11.5, четверг. Выяснил, что подобная ситуация во многих учреждениях города: в райкоме и райисполкоме (в одном здании в пятистах метрах от коррелятора), в „Сельхозтехнике“ (километр от коррелятора), в райагропроме, в Стройбанке… Плохо дело, надо кончать».
Разумеется, он не все замечал, Федор Ефимович. Жизнь в городе сделалась более упорядоченной, ритмичной. Даже те, кто по роду занятий или по характеру своему раньше жили как-то разбросанно: поздно ложились, не вовремя обедали, нерегулярно чистили зубы, — теперь выровнялись на тот же режим сна, подъема, обеда и прочих отправлений, какого придерживалось большинство таращанцев. После десяти вечера на улицах редко можно было встретить даже молодых гуляк.

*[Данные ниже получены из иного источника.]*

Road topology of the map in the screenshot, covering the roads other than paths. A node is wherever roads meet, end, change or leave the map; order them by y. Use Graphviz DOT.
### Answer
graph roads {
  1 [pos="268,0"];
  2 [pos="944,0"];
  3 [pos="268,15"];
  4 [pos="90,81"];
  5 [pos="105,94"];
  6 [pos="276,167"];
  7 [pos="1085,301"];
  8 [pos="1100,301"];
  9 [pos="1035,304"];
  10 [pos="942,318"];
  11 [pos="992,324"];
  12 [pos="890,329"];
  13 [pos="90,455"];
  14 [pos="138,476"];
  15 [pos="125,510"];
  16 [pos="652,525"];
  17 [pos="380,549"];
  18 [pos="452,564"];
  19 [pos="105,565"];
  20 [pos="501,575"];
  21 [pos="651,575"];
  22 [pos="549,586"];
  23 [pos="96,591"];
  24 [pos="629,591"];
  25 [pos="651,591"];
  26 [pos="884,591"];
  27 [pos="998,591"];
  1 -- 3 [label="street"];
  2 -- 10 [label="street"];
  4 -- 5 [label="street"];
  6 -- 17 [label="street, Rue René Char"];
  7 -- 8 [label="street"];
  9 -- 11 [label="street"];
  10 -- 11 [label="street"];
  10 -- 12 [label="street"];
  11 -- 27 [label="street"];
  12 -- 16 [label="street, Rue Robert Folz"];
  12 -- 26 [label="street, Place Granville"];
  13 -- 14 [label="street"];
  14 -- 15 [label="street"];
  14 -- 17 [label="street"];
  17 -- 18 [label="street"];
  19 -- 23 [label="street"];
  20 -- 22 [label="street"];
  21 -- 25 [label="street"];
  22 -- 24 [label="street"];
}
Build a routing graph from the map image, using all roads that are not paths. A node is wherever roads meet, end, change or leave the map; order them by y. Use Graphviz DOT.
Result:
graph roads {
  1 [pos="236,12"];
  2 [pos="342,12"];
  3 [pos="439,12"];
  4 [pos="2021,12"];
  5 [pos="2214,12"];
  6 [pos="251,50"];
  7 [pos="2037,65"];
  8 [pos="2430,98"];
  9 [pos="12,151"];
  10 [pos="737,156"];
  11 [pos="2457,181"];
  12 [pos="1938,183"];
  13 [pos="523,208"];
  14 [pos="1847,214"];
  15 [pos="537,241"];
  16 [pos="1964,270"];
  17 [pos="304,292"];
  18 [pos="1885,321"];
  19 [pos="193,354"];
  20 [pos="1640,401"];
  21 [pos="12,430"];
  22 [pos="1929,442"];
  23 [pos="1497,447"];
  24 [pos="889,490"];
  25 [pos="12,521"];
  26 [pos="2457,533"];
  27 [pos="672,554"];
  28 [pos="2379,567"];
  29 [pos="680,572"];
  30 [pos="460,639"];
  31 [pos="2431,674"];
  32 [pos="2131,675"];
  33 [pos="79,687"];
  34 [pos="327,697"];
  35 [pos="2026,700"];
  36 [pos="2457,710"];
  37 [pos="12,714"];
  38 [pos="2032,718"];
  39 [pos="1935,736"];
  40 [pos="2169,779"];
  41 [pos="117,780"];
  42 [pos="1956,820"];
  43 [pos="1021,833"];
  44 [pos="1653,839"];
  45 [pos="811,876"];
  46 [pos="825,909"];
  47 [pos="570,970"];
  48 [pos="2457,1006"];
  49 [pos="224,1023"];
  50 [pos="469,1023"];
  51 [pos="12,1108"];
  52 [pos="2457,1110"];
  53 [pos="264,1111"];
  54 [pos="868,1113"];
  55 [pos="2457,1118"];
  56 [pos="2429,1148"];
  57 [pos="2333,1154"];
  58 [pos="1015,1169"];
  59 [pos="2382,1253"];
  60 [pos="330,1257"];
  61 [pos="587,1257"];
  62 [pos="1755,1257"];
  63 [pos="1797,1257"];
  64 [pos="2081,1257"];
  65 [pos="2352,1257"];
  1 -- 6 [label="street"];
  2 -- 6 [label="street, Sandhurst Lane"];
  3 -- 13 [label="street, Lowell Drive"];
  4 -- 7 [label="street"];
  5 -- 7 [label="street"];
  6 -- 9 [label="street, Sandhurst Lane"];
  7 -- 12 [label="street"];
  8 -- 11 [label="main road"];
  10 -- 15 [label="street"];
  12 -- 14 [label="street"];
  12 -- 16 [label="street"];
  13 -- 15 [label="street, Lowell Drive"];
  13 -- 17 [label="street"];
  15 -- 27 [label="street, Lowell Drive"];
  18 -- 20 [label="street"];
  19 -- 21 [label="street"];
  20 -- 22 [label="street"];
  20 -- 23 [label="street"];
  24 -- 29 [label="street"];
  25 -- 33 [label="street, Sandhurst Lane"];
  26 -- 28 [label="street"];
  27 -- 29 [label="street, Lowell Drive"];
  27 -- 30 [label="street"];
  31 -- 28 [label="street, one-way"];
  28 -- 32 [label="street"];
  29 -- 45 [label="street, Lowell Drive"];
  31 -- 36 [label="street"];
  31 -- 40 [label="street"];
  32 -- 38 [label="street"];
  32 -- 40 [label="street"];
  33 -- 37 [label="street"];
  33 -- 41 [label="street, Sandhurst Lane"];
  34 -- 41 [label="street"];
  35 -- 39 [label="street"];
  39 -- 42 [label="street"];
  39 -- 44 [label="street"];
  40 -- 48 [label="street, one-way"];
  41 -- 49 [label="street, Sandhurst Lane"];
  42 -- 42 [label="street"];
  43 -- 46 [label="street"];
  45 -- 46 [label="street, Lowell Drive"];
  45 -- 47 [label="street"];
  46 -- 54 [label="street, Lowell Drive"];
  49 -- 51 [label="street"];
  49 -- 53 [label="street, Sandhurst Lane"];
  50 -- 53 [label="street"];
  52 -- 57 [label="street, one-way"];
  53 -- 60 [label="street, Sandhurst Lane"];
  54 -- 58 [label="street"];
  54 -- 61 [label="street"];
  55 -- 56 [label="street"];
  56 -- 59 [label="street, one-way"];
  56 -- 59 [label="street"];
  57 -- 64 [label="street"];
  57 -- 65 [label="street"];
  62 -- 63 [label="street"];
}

И, само собой, в городе не было происшествий. Настолько не было, что истосковавшиеся домохозяйки с удовольствием вспоминали, как зимой один муж в приступе пьяной ревности сбросил с балкона жену со второго этажа, и скептически посматривали на своих мужей, не способных ни на какие проявления сильных чувств. Да что о происшествиях — все отношения людей в это время будто застыли: те, кто испытывал антипатию к соседям, сослуживцам или близким, так и продолжали ее испытывать, не стремясь ни объясниться, ни помириться, или, напротив, обострить отношения до разрыва. Нравящиеся друг другу молодые люди, несмотря на весну, не знакомились, даже не улыбались друг другу — проходили мимо с деловым видом. Влюбленные откладывали объяснения в любви, сами не зная почему. Даже те, что решили развестись (были в городе и такие), тоже тянули резину.